── GIVEN ENTRIES ──

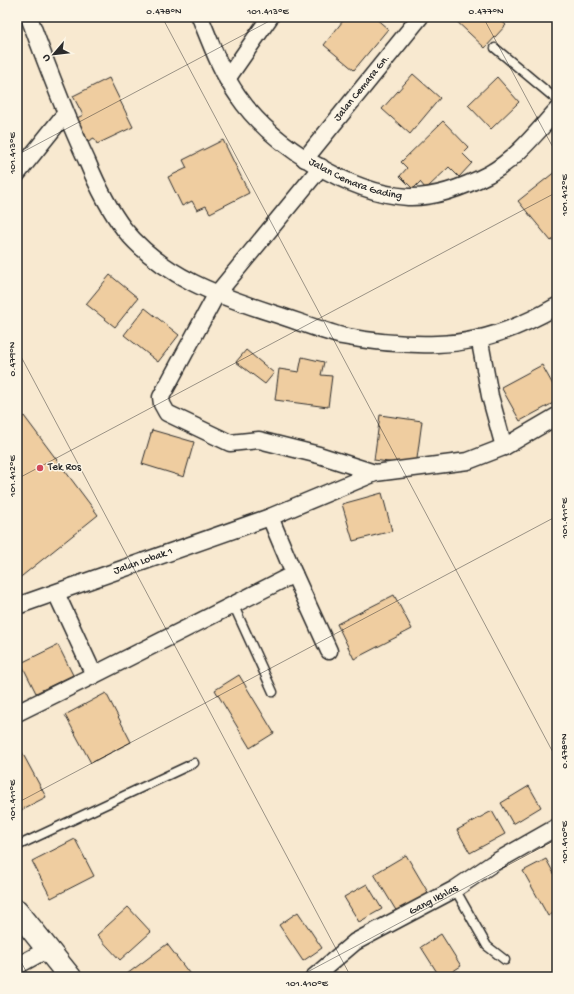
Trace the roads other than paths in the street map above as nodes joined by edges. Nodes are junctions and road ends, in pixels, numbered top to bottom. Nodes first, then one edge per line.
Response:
1 (29, 17) edge
2 (200, 17) edge
3 (270, 17) edge
4 (420, 17) edge
5 (495, 48) dead end
6 (227, 79) junction
7 (557, 100) edge
8 (557, 110) edge
9 (65, 114) junction
10 (305, 159) junction
11 (321, 167) junction
12 (17, 174) edge
13 (216, 295) junction
14 (557, 306) edge
15 (482, 338) junction
16 (557, 416) edge
17 (504, 447) junction
18 (376, 473) junction
19 (270, 517) junction
20 (294, 574) junction
21 (56, 593) junction
22 (233, 604) junction
23 (17, 606) edge
24 (329, 651) dead end
25 (94, 675) junction
26 (273, 692) dead end
27 (17, 713) edge
28 (194, 763) dead end
29 (557, 827) edge
30 (17, 846) edge
31 (455, 890) junction
32 (17, 911) edge
33 (48, 949) junction
34 (505, 960) dead end
35 (17, 966) edge
36 (70, 977) edge
37 (314, 977) edge

1 - 9 street
2 - 6 street, Jalan Cemara Gading
3 - 6 street
4 - 10 street, Jalan Cemara Gn.
5 - 7 lane
6 - 10 street, Jalan Cemara Gading
8 - 11 street, Jalan Cemara Gading
9 - 12 street
9 - 13 street
10 - 11 street, Jalan Cemara Gading
11 - 13 street
13 - 15 street
13 - 18 street
14 - 15 street
15 - 17 street
16 - 17 street
17 - 18 street
18 - 19 street, Jalan Lobak 1
19 - 20 street
19 - 21 street, Jalan Lobak 1
20 - 22 street
20 - 24 street
21 - 23 street, Jalan Lobak 1
21 - 25 street
22 - 25 street
22 - 26 lane
25 - 27 street
28 - 30 lane
29 - 31 street, Gang Ikhlas
31 - 34 lane
31 - 37 street, Gang Ikhlas
32 - 33 main road
33 - 35 street
33 - 36 main road

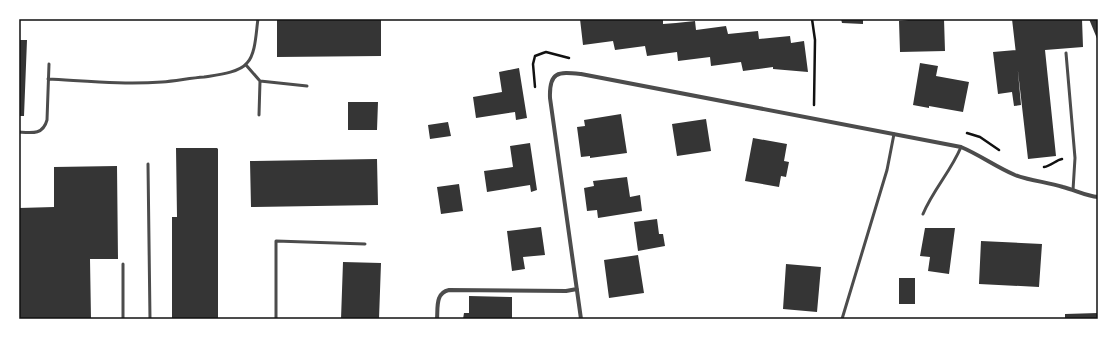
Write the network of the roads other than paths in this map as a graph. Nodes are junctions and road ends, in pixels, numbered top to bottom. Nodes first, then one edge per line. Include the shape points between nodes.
1 (258, 19) edge
2 (1066, 53) dead end
3 (49, 64) dead end
4 (246, 65) junction
5 (48, 79) junction
6 (260, 81) junction
7 (307, 86) dead end
8 (259, 115) dead end
9 (19, 132) edge
10 (894, 134) junction
11 (961, 147) junction
12 (148, 164) dead end
13 (1074, 190) junction
14 (1098, 197) edge
15 (923, 214) dead end
16 (365, 244) dead end
17 (123, 264) dead end
18 (577, 290) junction
19 (123, 319) edge
20 (150, 319) edge
21 (276, 319) edge
22 (438, 319) edge
23 (581, 319) edge
24 (842, 319) edge

1 - 4 lane via 252,55
2 - 13 lane via 1075,158
3 - 5 lane
4 - 5 lane via 219,74 162,82
4 - 6 lane
5 - 9 lane via 45,125 37,132
6 - 7 lane
6 - 8 lane
10 - 11 street
10 - 18 street via 581,74 556,75 552,78 550,98
10 - 24 lane via 887,170
11 - 13 street via 1027,179
11 - 15 lane
12 - 20 lane
13 - 14 street
16 - 21 lane via 276,241
17 - 19 lane
18 - 22 street via 449,290 443,292 439,298
18 - 23 street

───

» **WHAT TO DO**: Give back exactly the lines from the one containing "Write the network" through the end of the listing above, with both ends included and nothing added.

» **REPLY TO THE EXERCISE**:
Write the network of the roads other than paths in this map as a graph. Nodes are junctions and road ends, in pixels, numbered top to bottom. Nodes first, then one edge per line. Include the shape points between nodes.
1 (258, 19) edge
2 (1066, 53) dead end
3 (49, 64) dead end
4 (246, 65) junction
5 (48, 79) junction
6 (260, 81) junction
7 (307, 86) dead end
8 (259, 115) dead end
9 (19, 132) edge
10 (894, 134) junction
11 (961, 147) junction
12 (148, 164) dead end
13 (1074, 190) junction
14 (1098, 197) edge
15 (923, 214) dead end
16 (365, 244) dead end
17 (123, 264) dead end
18 (577, 290) junction
19 (123, 319) edge
20 (150, 319) edge
21 (276, 319) edge
22 (438, 319) edge
23 (581, 319) edge
24 (842, 319) edge

1 - 4 lane via 252,55
2 - 13 lane via 1075,158
3 - 5 lane
4 - 5 lane via 219,74 162,82
4 - 6 lane
5 - 9 lane via 45,125 37,132
6 - 7 lane
6 - 8 lane
10 - 11 street
10 - 18 street via 581,74 556,75 552,78 550,98
10 - 24 lane via 887,170
11 - 13 street via 1027,179
11 - 15 lane
12 - 20 lane
13 - 14 street
16 - 21 lane via 276,241
17 - 19 lane
18 - 22 street via 449,290 443,292 439,298
18 - 23 street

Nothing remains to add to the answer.